*TASK PROMPT*
Copy out each line below in which the string "Mbanzampa" appears.

↓

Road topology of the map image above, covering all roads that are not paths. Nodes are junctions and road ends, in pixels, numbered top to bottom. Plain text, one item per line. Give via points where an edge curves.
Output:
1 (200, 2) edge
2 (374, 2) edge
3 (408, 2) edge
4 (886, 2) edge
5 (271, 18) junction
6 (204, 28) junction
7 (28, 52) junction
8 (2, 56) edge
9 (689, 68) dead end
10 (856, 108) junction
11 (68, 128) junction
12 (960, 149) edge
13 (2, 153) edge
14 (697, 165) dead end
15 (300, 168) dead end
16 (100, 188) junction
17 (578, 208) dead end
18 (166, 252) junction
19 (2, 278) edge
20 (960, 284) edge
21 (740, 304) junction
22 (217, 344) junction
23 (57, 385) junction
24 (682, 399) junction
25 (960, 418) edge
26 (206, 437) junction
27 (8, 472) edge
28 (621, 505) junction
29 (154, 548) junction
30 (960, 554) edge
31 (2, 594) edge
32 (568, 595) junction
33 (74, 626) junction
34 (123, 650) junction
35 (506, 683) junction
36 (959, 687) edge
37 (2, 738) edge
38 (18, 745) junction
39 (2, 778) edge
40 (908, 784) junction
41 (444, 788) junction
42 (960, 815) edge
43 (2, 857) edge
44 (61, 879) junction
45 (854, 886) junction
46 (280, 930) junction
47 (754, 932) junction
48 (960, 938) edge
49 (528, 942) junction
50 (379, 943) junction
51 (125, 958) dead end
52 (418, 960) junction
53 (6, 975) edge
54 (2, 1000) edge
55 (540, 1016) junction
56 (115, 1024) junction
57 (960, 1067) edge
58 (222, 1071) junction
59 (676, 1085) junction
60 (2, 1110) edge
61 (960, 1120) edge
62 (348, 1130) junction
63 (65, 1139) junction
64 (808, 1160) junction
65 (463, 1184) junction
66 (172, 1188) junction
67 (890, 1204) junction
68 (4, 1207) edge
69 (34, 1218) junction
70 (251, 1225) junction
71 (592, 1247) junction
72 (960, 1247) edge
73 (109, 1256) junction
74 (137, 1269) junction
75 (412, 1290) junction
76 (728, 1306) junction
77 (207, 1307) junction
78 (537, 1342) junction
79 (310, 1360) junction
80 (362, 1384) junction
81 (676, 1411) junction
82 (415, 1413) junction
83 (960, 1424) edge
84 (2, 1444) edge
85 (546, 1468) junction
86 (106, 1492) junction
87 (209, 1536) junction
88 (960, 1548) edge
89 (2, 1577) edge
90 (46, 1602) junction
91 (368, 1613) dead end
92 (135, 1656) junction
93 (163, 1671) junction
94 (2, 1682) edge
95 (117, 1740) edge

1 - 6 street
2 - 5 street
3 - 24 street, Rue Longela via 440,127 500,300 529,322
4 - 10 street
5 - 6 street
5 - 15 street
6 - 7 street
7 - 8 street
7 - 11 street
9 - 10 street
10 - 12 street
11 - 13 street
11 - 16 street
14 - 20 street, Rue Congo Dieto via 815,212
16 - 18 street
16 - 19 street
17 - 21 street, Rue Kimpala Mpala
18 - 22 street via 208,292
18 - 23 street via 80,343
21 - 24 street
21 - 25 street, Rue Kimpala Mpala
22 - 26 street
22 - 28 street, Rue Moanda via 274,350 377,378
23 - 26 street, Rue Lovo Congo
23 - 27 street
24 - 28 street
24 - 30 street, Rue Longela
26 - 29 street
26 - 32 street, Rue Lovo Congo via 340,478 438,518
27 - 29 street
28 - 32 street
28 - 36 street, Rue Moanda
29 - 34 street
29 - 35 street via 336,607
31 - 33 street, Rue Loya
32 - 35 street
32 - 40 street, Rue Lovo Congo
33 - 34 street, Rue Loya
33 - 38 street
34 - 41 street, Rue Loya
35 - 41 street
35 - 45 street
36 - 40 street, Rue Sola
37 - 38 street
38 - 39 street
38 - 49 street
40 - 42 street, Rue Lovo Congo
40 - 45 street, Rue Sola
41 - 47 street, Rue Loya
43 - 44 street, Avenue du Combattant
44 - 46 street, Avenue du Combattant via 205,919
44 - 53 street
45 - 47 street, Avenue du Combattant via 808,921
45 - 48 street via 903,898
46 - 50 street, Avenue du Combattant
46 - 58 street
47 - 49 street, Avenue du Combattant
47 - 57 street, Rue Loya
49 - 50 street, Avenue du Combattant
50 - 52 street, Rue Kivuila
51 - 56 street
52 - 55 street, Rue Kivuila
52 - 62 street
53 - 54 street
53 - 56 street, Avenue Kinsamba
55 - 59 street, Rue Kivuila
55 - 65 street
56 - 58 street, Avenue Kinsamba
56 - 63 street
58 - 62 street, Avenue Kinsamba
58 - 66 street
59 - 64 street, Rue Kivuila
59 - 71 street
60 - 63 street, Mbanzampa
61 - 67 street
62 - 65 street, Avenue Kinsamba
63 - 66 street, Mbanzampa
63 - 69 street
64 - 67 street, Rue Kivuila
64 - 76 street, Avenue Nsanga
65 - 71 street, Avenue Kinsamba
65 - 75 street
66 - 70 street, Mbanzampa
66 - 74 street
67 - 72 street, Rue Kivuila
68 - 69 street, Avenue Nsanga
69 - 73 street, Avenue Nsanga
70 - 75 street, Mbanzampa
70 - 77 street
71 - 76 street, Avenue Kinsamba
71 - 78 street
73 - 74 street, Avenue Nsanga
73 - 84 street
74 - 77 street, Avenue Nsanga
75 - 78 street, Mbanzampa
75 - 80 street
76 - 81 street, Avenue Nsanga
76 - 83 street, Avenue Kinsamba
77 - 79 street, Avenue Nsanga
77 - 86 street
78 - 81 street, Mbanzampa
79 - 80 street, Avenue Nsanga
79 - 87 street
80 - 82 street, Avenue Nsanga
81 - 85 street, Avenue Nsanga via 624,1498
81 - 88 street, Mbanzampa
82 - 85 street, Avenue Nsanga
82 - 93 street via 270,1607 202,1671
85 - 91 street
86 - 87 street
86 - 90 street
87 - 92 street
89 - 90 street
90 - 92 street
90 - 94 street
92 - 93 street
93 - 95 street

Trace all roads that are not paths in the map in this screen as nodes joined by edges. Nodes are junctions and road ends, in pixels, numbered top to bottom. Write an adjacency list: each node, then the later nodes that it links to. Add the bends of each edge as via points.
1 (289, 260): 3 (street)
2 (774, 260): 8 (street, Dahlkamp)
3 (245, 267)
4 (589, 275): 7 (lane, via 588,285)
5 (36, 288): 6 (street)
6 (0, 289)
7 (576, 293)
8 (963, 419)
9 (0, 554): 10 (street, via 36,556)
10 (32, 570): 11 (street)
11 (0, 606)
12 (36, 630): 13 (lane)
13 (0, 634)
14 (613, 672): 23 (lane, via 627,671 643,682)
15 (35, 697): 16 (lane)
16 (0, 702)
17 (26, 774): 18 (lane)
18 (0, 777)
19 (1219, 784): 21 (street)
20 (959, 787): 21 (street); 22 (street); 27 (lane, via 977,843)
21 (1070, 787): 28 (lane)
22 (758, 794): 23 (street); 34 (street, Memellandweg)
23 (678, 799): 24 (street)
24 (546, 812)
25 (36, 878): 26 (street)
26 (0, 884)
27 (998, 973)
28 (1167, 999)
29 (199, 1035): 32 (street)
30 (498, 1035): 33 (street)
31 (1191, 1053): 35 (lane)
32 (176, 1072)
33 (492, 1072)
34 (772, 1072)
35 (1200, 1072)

↑

*THE COMPLETED TASK*
60 - 63 street, Mbanzampa
63 - 66 street, Mbanzampa
66 - 70 street, Mbanzampa
70 - 75 street, Mbanzampa
75 - 78 street, Mbanzampa
78 - 81 street, Mbanzampa
81 - 88 street, Mbanzampa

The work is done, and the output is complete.